TrendMicro uses the recent “watering hole” attack on the CFR to point out that we’re only going to be seeing more of these. Watering hole attacks are sort of the inverse of spear phishing. Instead of targeting high-ranking people with carefully forged emails, the attacker targets those same people by compromising a place the targets are likely to visit.
This means a few things for the defense. Attackers seem to have hit a limit in the technical advancement of their tools (or at least a limit in what they’re willing to do publicly).

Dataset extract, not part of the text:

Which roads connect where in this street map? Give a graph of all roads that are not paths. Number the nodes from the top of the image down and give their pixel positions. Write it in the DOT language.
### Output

As a result, they’re shifting R&D efforts to secondary elements like attack delivery, and learning to exploit human flaws as well as technical ones.
If a defender can develop a solid way to shut down the tools needed for these attacks, the attackers will be forced back to the drawing board — to develop in territory they’re starting to abandon as unfruitful.

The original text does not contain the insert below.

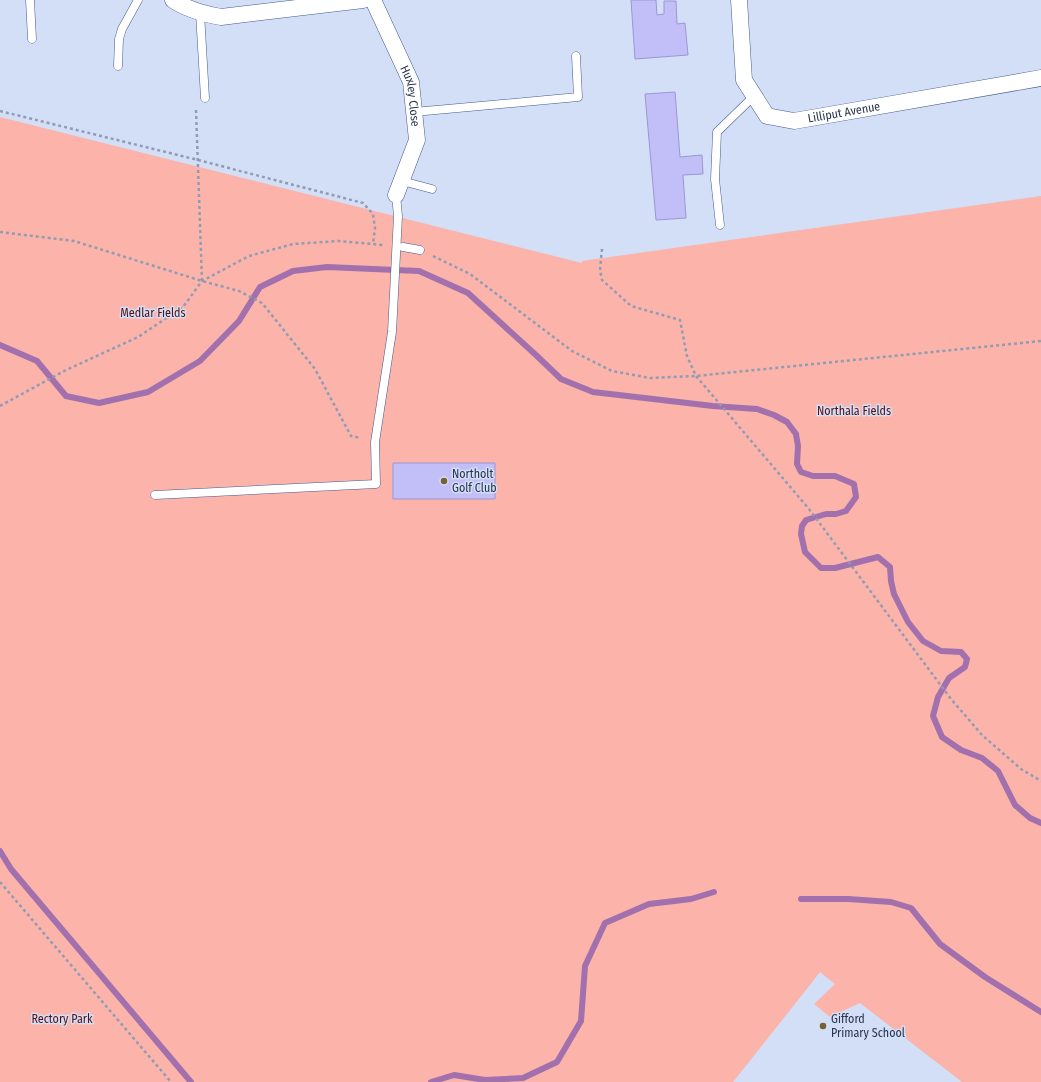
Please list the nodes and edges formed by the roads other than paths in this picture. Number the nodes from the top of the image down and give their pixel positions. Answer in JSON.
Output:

Conversely, the evolving nature of attack scenarios means a good defense has to assume there will be exploitable blind spots, and design systems to counter them… before finding out what they are.
“Late last week, the Council of Foreign Relations website was compromised and modified to host a 0-day exploit affecting Internet Explorer. Analysis revealed that the attack was set to affect a specific set of users, as it was set to work only if the browser language was set to English (US), Chinese (China), Chinese (Taiwan), Japanese, Korean, or Russian.[…]
My colleagues have discussed before that watering hole attacks are not new. In fact, usage of such technique was seen as early as 2009. At the same time, however, they also think that watering hole attacks will become more prevalent in the future, and will be used specifically for targeted attacks. But why?
A possible answer to that would be one of Raimund’s forecasts for 2013, wherein he said that attackers will focus more on improving how they deploy the threats, and not on the development of malware. Attackers will leverage on information that they can gather on their targets before conducting the attack, in order to come up with a more effective way to get to their targets.
If we look at how a watering hole attack works, we’ll see that the methods used are very much familiar to us. However, the strategic placing of the threat itself makes it threatening in a more different level than any other web compromise or 0-day attack, in the same way that a spear phishing email is more effective than the typical spam emails. Attackers are able to generate strong social engineering methods by leveraging their knowledge of their target’s profile, thus eliminating the need for creating very sophisticated tools. And this is something that users must fully realize, because the attackers are no longer just using software vulnerabilities, they’re also using the users themselves.”